-- To do --
Look for the string "ZINFANDEL" in the data below, and copy each line that holds it.

-- Entries supplied --
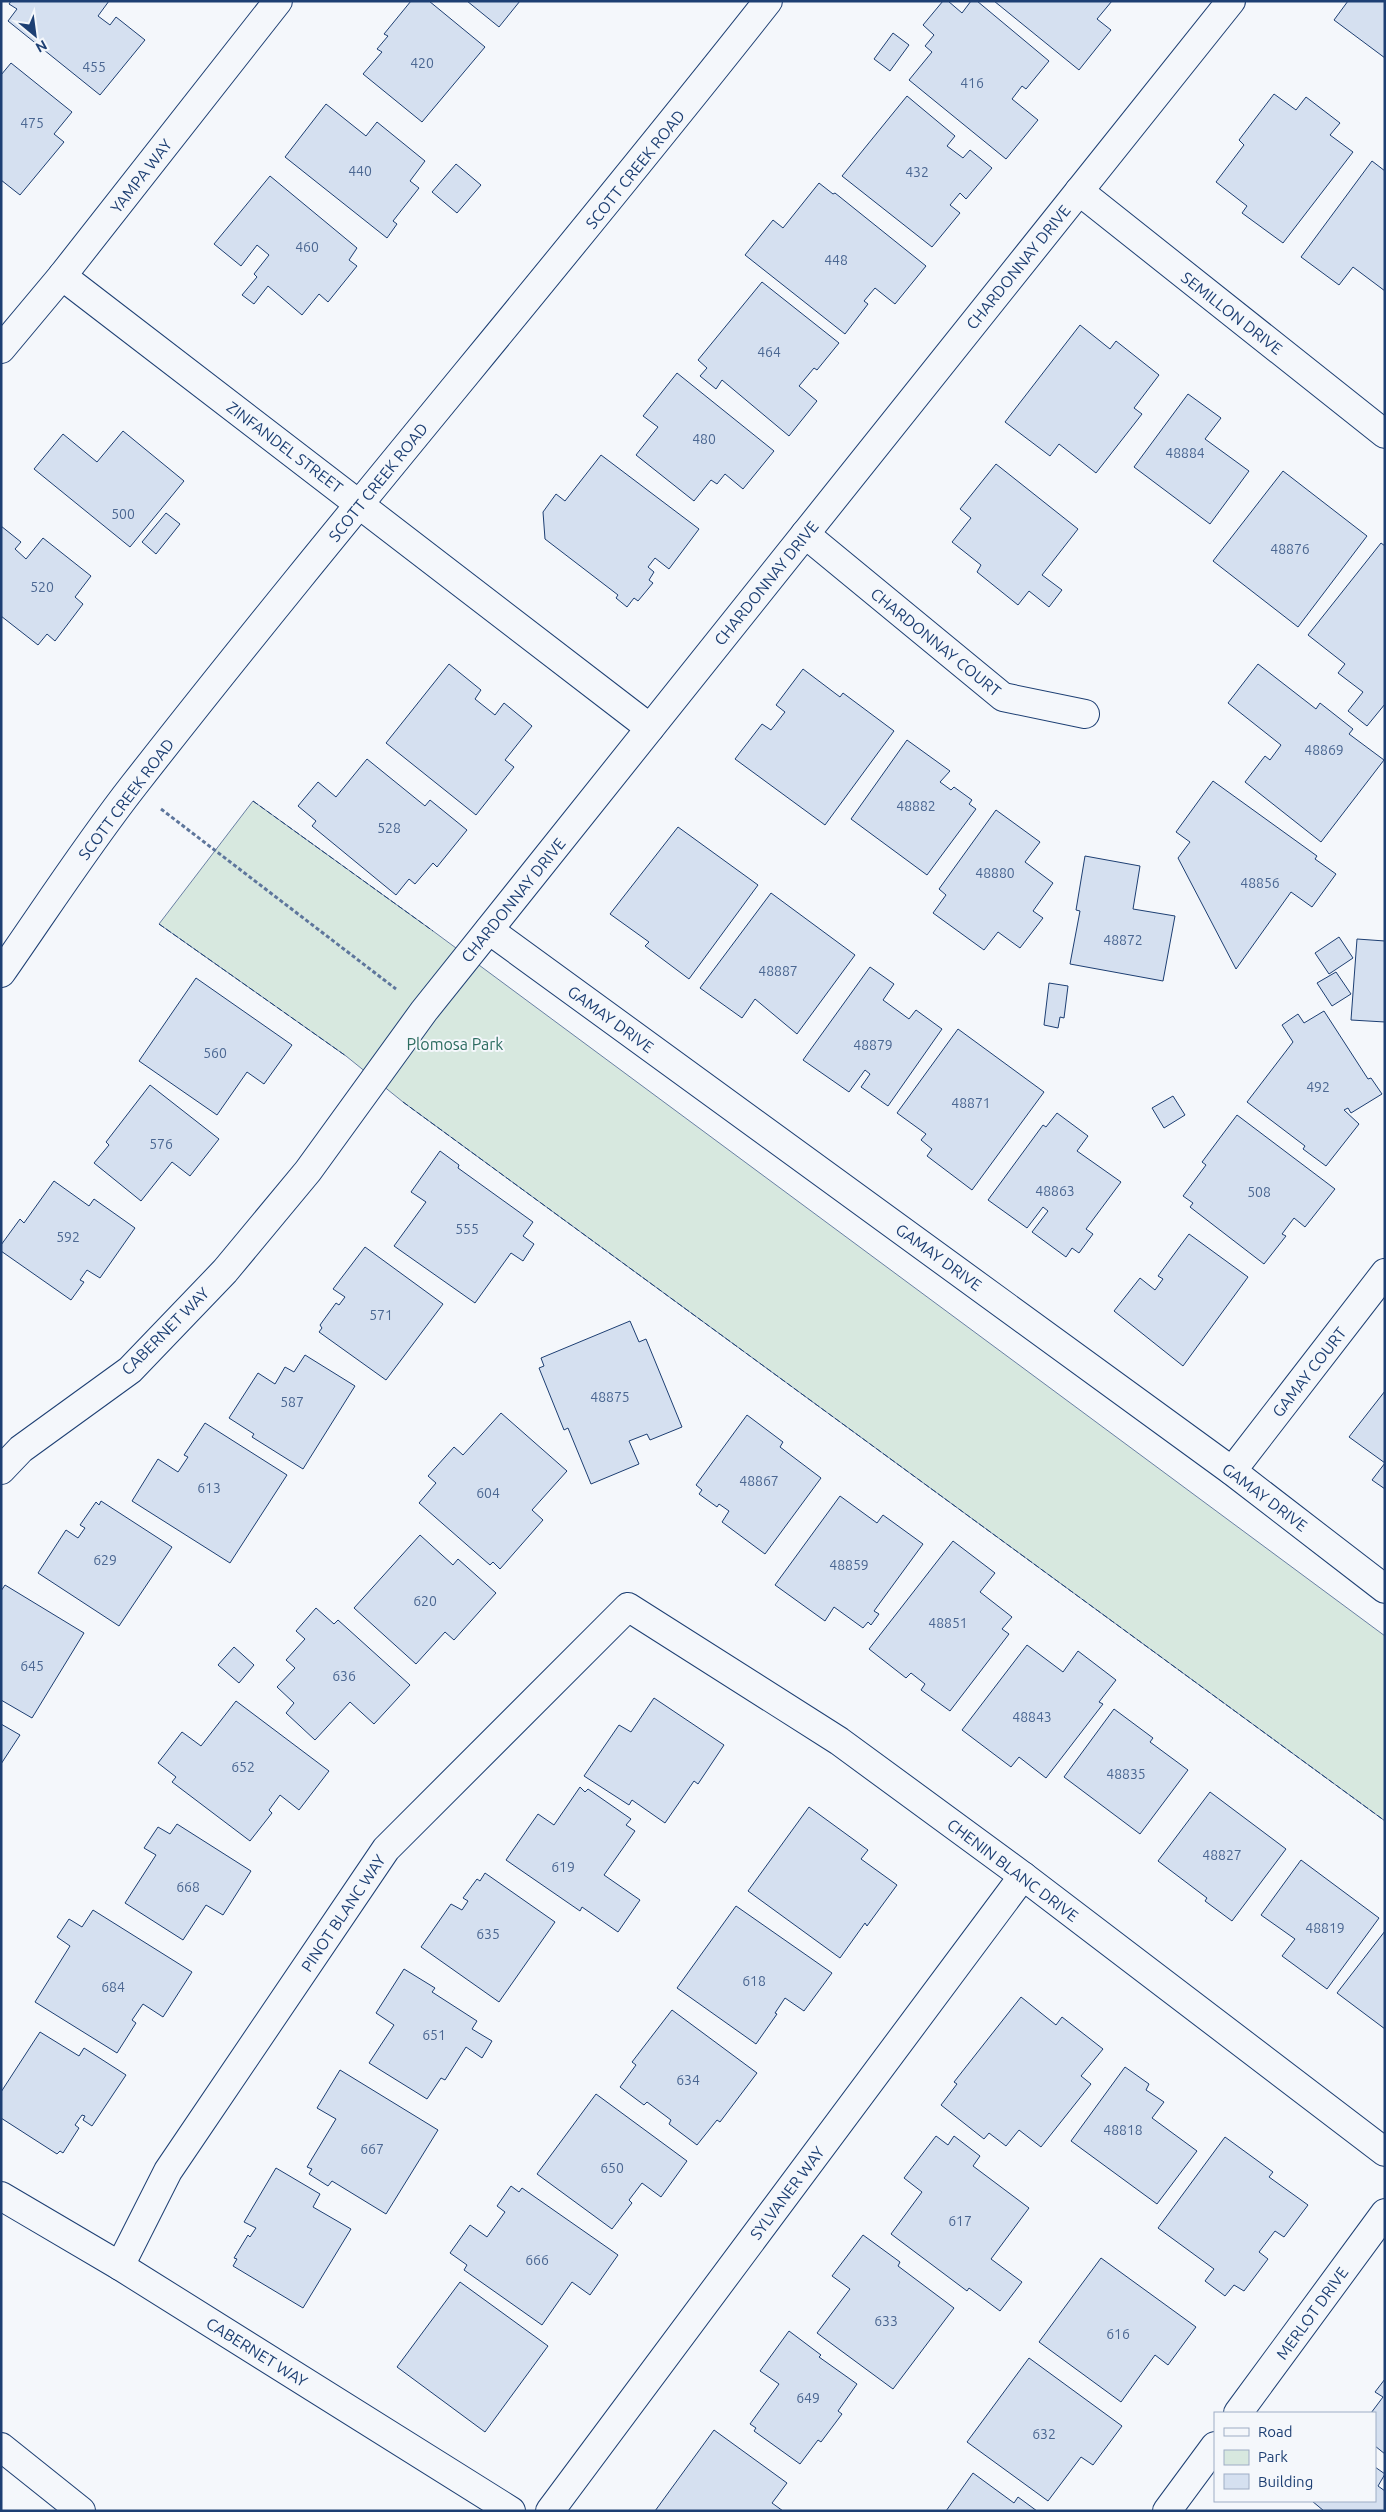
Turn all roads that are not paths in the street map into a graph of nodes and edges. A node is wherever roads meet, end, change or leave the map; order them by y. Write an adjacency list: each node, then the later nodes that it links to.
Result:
1 (278, 1): 5 (main road, YAMPA WAY)
2 (768, 1): 8 (main road, SCOTT CREEK ROAD)
3 (1231, 1): 4 (main road, CHARDONNAY DRIVE)
4 (1079, 191): 7 (main road, SEMILLON DRIVE); 9 (main road, CHARDONNAY DRIVE)
5 (62, 276): 6 (main road, YAMPA WAY); 8 (main road, ZINFANDEL STREET)
6 (1, 349)
7 (1385, 434)
8 (360, 504): 11 (main road, ZINFANDEL STREET); 13 (main road, SCOTT CREEK ROAD)
9 (805, 534): 10 (main road, CHARDONNAY COURT); 11 (main road, CHARDONNAY DRIVE)
10 (1085, 714)
11 (650, 728): 12 (main road, CHARDONNAY DRIVE)
12 (489, 930): 14 (main road, CHARDONNAY DRIVE); 17 (main road, GAMAY DRIVE)
13 (1, 973)
14 (308, 1171): 16 (main road, CABERNET WAY)
15 (1385, 1273): 17 (main road, GAMAY COURT)
16 (1, 1470)
17 (1232, 1471): 18 (main road, GAMAY DRIVE)
18 (1385, 1589)
19 (628, 1606): 20 (main road, CHENIN BLANC DRIVE); 24 (main road, PINOT BLANC WAY)
20 (1023, 1876): 21 (main road, CHENIN BLANC DRIVE); 30 (main road, SYLVANER WAY)
21 (1385, 2152)
22 (1, 2196): 24 (main road, CABERNET WAY)
23 (1385, 2213): 25 (main road, MERLOT DRIVE)
24 (120, 2266): 29 (main road, CABERNET WAY)
25 (1239, 2412)
26 (1, 2447): 28 (main road)
27 (1214, 2447): 31 (main road)
28 (81, 2511)
29 (511, 2511)
30 (550, 2511)
31 (1167, 2511)

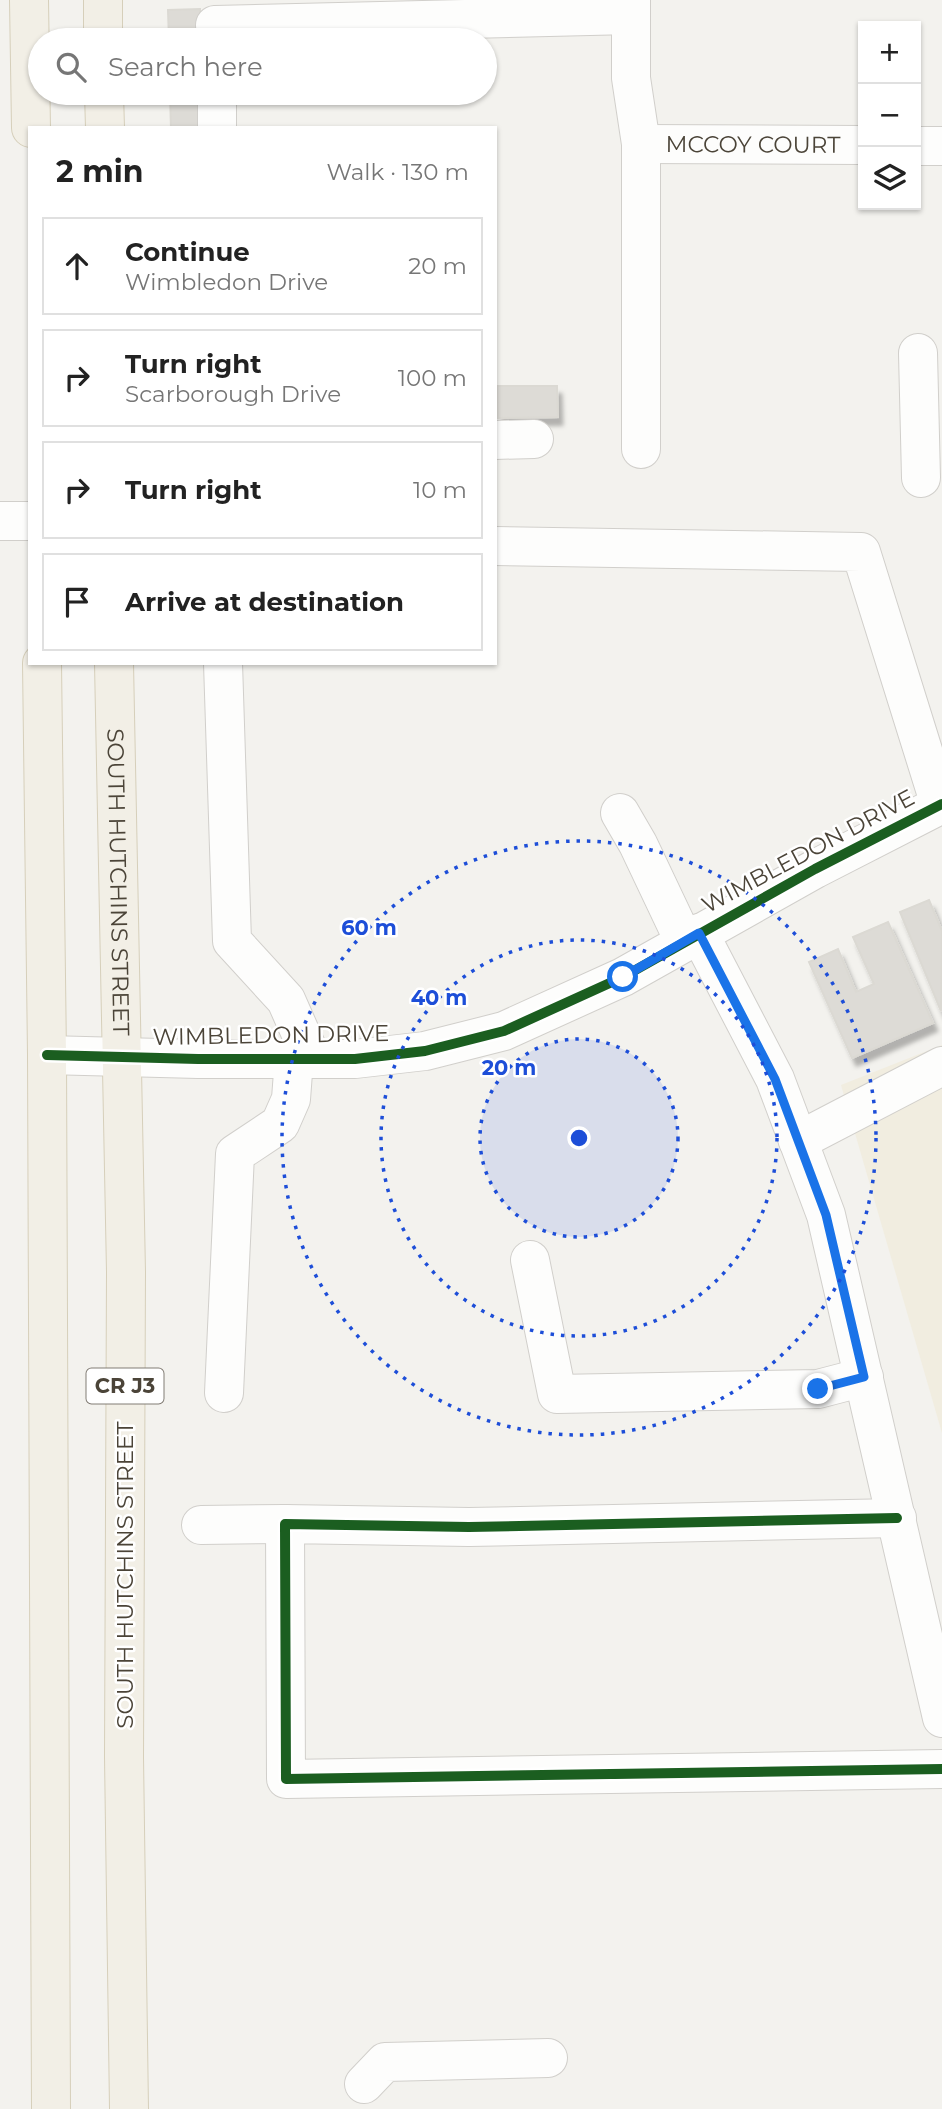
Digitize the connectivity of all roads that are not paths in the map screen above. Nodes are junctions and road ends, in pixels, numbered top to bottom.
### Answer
1 (29, 0) edge
2 (103, 0) edge
3 (631, 7) edge
4 (29, 28) edge
5 (103, 28) edge
6 (215, 28) edge
7 (31, 105) edge
8 (104, 105) edge
9 (217, 105) edge
10 (31, 126) edge
11 (104, 126) edge
12 (217, 126) edge
13 (641, 144) junction
14 (858, 145) edge
15 (921, 146) edge
16 (942, 146) edge
17 (918, 353) dead end
18 (931, 415) edge
19 (534, 439) dead end
20 (497, 440) edge
21 (641, 449) dead end
22 (921, 478) dead end
23 (0, 521) edge
24 (28, 522) edge
25 (497, 546) edge
26 (42, 665) edge
27 (114, 665) edge
28 (223, 665) edge
29 (941, 805) edge
30 (620, 813) dead end
31 (692, 937) junction
32 (47, 1055) junction
33 (123, 1057) junction
34 (303, 1059) junction
35 (937, 1068) edge
36 (798, 1141) junction
37 (530, 1259) dead end
38 (864, 1377) junction
39 (224, 1393) dead end
40 (897, 1518) junction
41 (285, 1524) junction
42 (201, 1525) dead end
43 (942, 1718) edge
44 (942, 1769) edge
45 (548, 2058) dead end
46 (364, 2084) dead end
47 (51, 2109) edge
48 (129, 2109) edge

1 - 4 main road
2 - 5 main road
3 - 6 street
3 - 13 street
7 - 10 main road
8 - 11 main road
9 - 12 street
13 - 14 street, MCCOY COURT
13 - 21 street
15 - 16 street
17 - 18 street
18 - 22 street
19 - 20 street
23 - 24 street
25 - 29 street
26 - 32 main road
27 - 33 main road, SOUTH HUTCHINS STREET / CR J3
28 - 34 street
29 - 31 street, WIMBLEDON DRIVE
30 - 31 street
31 - 34 street, WIMBLEDON DRIVE
31 - 36 street
32 - 33 street, WIMBLEDON DRIVE
32 - 47 main road
33 - 34 street, WIMBLEDON DRIVE
33 - 48 main road, SOUTH HUTCHINS STREET / CR J3
34 - 39 street
35 - 36 street
36 - 38 street
37 - 38 street
38 - 40 street
40 - 41 street
40 - 43 street
41 - 42 street
41 - 44 street
45 - 46 street

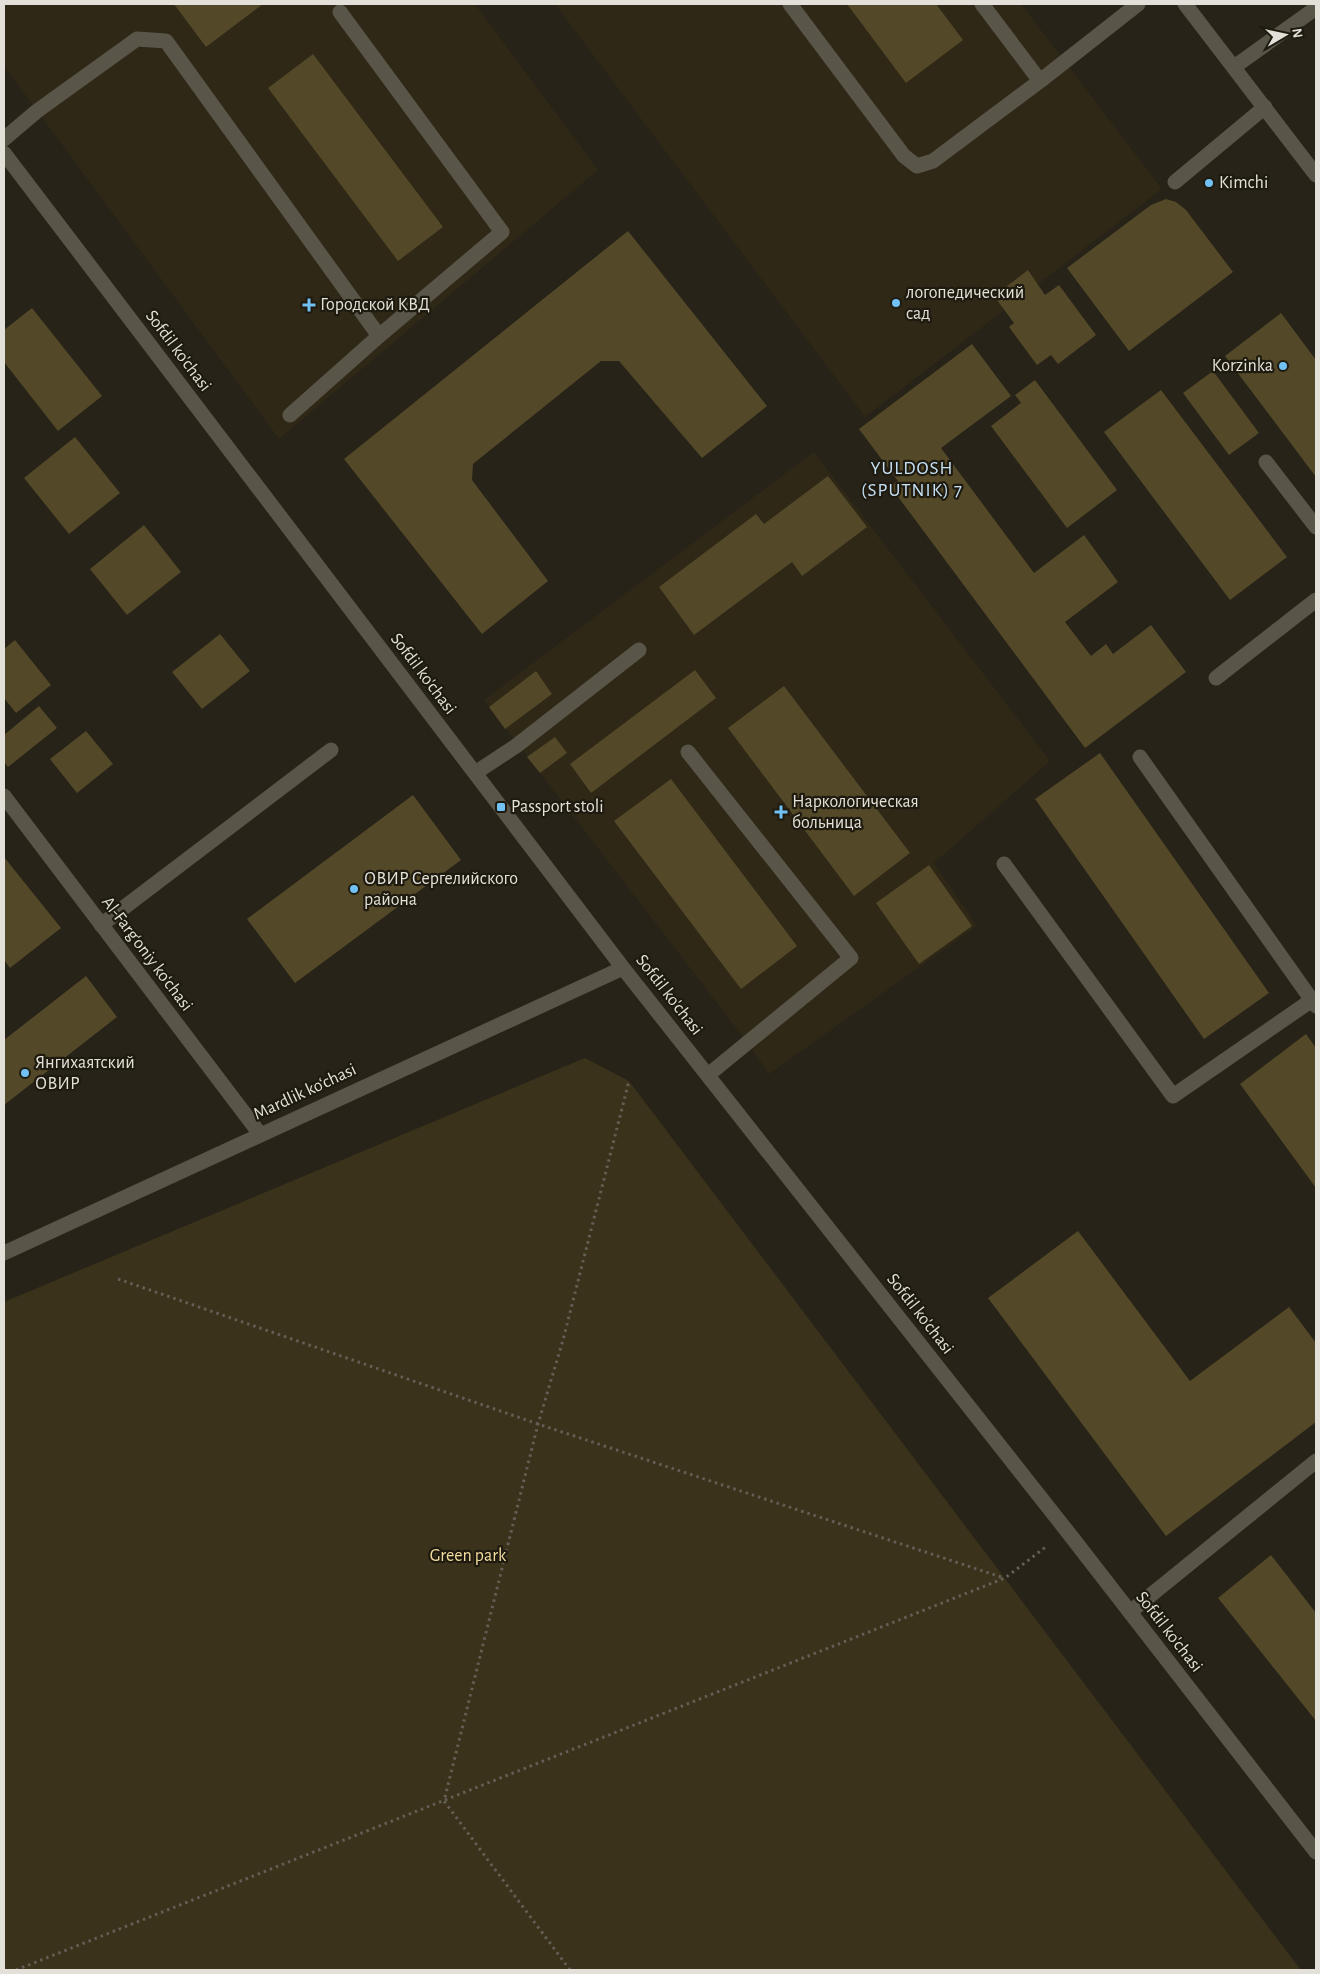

-- Expected answer --
5 (62, 276): 6 (main road, YAMPA WAY); 8 (main road, ZINFANDEL STREET)
8 (360, 504): 11 (main road, ZINFANDEL STREET); 13 (main road, SCOTT CREEK ROAD)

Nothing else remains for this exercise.